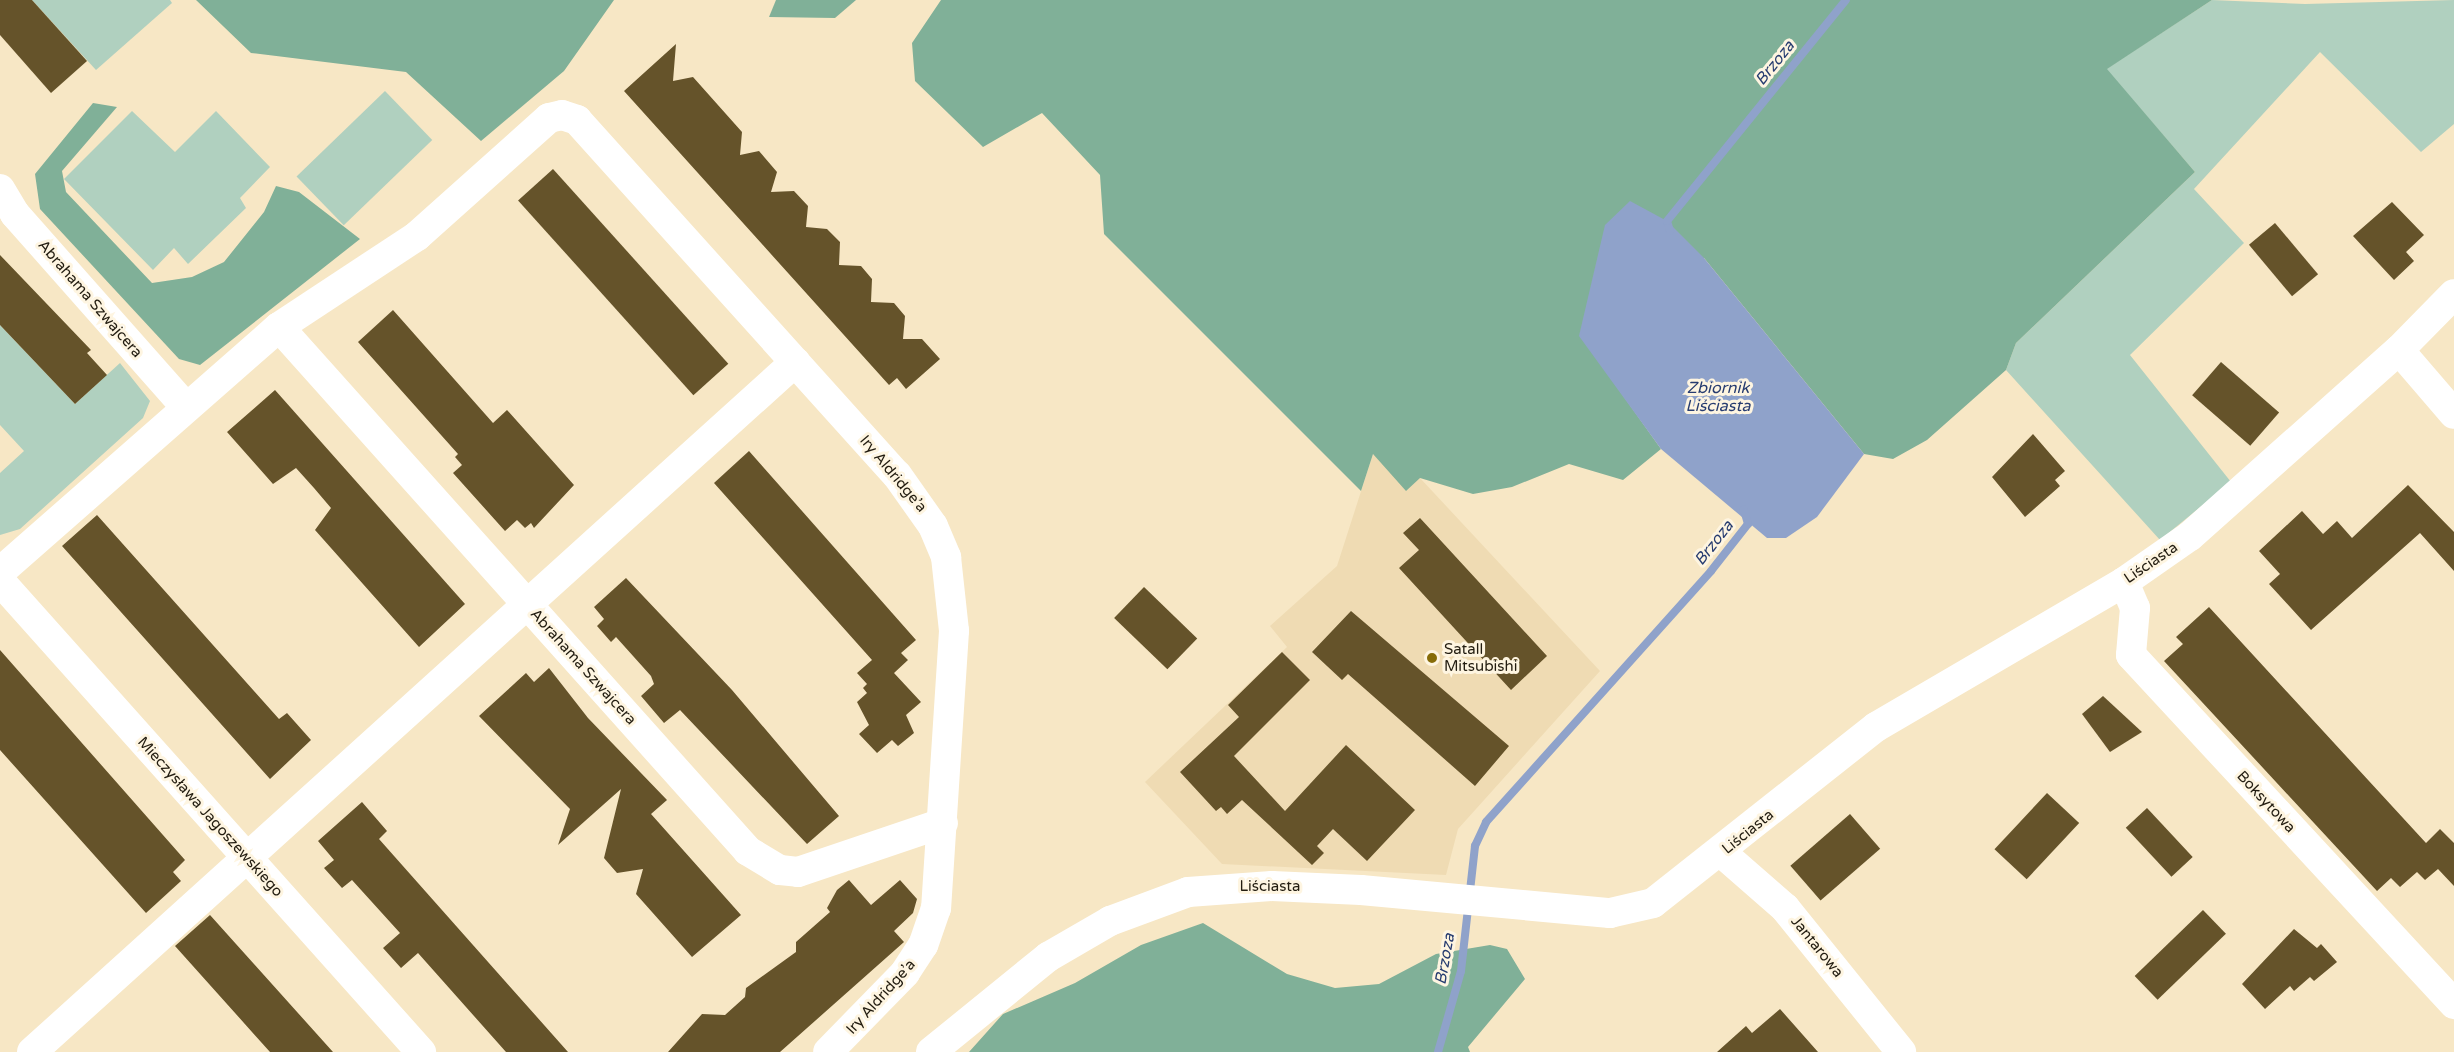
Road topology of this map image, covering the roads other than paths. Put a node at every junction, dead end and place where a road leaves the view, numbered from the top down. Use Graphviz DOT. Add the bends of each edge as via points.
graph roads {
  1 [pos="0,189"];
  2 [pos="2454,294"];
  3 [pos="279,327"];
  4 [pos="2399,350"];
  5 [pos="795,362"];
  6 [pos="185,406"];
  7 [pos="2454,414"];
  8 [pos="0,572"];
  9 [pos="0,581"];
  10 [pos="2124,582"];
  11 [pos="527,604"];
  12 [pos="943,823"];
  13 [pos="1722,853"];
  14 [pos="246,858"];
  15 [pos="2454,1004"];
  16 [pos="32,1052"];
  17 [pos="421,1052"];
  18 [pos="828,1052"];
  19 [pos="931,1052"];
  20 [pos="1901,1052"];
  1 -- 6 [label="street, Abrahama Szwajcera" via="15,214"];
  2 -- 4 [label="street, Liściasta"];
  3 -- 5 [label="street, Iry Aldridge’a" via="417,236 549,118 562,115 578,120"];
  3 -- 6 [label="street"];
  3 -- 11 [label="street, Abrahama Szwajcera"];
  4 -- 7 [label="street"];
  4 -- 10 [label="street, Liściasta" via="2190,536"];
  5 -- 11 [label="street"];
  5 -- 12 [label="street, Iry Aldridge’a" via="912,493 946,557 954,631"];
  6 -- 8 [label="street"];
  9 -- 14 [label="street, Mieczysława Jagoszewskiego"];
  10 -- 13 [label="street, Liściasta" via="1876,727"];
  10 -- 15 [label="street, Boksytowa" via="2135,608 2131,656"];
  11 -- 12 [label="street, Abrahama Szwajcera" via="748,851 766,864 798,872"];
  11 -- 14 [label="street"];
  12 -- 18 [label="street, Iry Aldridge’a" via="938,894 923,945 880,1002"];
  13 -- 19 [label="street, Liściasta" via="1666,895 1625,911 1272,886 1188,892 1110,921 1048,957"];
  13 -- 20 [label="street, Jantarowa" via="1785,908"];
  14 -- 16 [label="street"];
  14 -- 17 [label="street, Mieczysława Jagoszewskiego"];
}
---
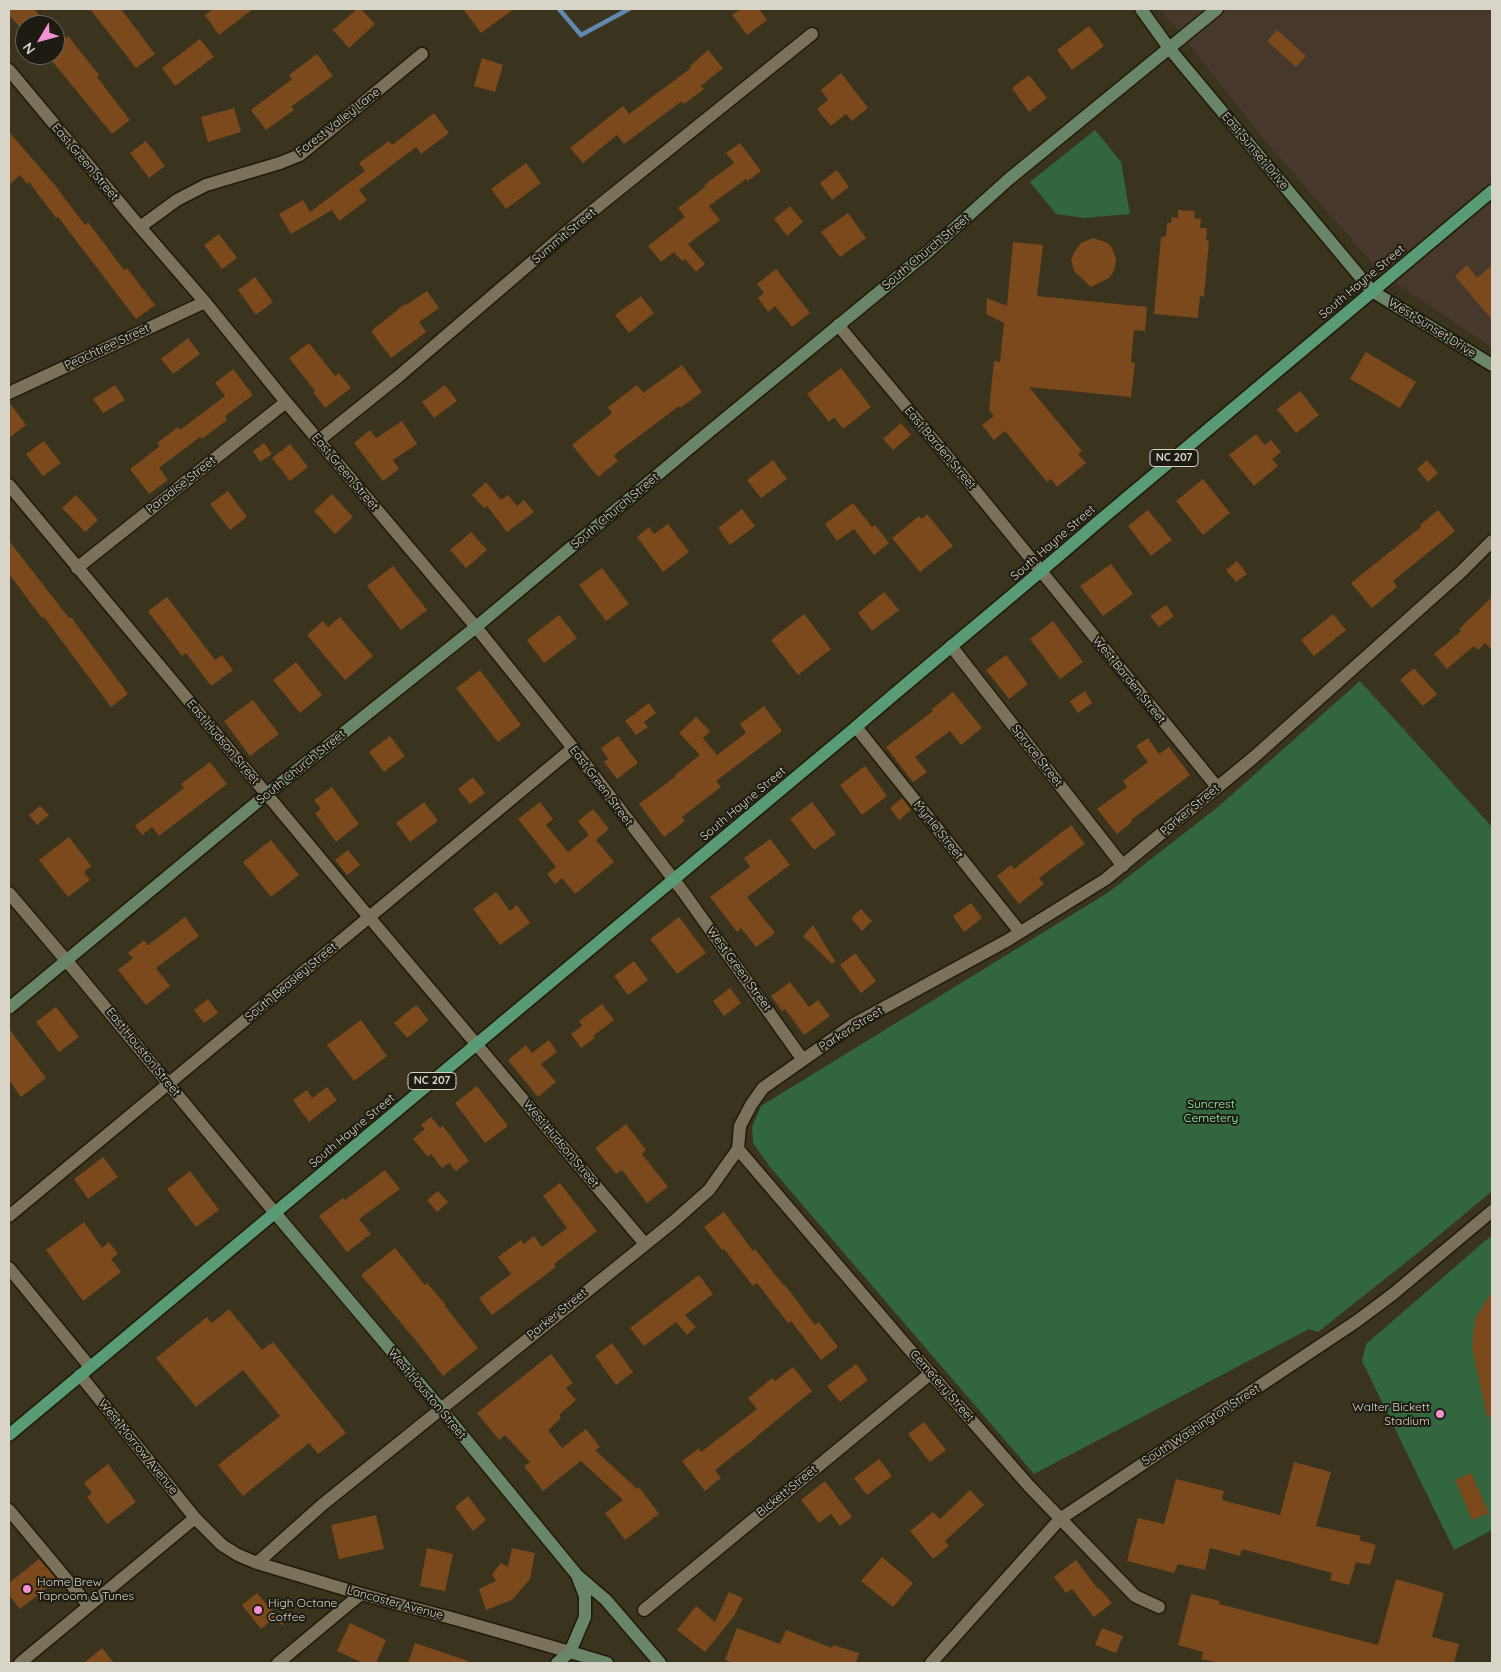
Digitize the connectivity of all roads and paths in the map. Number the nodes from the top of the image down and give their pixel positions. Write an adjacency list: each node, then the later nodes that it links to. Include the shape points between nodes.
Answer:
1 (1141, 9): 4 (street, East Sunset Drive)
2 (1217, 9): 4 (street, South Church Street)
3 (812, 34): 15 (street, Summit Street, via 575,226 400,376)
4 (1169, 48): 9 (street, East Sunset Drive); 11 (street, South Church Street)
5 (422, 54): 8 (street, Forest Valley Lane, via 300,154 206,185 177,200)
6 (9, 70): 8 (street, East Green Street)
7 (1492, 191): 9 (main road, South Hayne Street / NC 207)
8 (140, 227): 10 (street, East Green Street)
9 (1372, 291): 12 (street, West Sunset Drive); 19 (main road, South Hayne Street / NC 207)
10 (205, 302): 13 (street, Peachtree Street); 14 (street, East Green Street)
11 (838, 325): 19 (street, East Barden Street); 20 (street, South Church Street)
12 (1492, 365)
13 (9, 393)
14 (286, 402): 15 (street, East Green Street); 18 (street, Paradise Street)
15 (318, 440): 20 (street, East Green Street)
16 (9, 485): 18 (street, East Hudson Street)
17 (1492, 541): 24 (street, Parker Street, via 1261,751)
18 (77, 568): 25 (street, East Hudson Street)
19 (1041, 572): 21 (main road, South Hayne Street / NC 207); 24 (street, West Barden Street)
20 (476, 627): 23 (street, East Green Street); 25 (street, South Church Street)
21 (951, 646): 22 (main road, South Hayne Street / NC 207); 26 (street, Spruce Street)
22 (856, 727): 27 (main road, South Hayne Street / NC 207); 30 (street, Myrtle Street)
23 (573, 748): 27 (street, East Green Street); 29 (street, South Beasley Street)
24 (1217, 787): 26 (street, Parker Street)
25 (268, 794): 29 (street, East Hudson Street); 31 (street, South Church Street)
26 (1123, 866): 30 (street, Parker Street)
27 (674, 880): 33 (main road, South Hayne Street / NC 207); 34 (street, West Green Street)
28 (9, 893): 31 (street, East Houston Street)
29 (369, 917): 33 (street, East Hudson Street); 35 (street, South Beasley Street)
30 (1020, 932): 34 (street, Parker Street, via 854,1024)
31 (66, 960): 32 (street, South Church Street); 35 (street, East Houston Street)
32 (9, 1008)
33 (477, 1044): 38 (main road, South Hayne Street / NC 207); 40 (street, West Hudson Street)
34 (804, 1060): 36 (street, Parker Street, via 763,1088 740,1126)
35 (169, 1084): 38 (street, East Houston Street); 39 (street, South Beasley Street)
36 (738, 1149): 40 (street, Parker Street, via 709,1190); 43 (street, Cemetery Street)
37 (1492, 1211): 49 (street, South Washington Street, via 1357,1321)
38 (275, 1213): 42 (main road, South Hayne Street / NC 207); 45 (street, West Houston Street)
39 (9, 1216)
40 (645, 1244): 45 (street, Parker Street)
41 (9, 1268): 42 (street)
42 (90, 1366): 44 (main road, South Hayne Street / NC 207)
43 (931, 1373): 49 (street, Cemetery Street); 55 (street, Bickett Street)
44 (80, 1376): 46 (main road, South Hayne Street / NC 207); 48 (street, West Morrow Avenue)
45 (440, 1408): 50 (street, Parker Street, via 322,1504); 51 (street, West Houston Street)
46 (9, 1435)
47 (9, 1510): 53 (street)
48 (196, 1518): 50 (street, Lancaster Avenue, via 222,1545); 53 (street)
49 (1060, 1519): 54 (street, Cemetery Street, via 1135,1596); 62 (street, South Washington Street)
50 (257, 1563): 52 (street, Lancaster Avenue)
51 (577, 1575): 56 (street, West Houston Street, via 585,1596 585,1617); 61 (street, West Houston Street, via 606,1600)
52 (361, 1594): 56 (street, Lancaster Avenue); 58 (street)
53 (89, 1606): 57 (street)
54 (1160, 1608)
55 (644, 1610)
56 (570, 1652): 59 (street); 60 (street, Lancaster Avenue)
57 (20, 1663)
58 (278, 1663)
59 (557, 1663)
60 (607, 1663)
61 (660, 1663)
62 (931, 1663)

= Assigned task =
If a line in the data contains the string "Cemetery", copy it.

= Output below =
36 (738, 1149): 40 (street, Parker Street, via 709,1190); 43 (street, Cemetery Street)
43 (931, 1373): 49 (street, Cemetery Street); 55 (street, Bickett Street)
49 (1060, 1519): 54 (street, Cemetery Street, via 1135,1596); 62 (street, South Washington Street)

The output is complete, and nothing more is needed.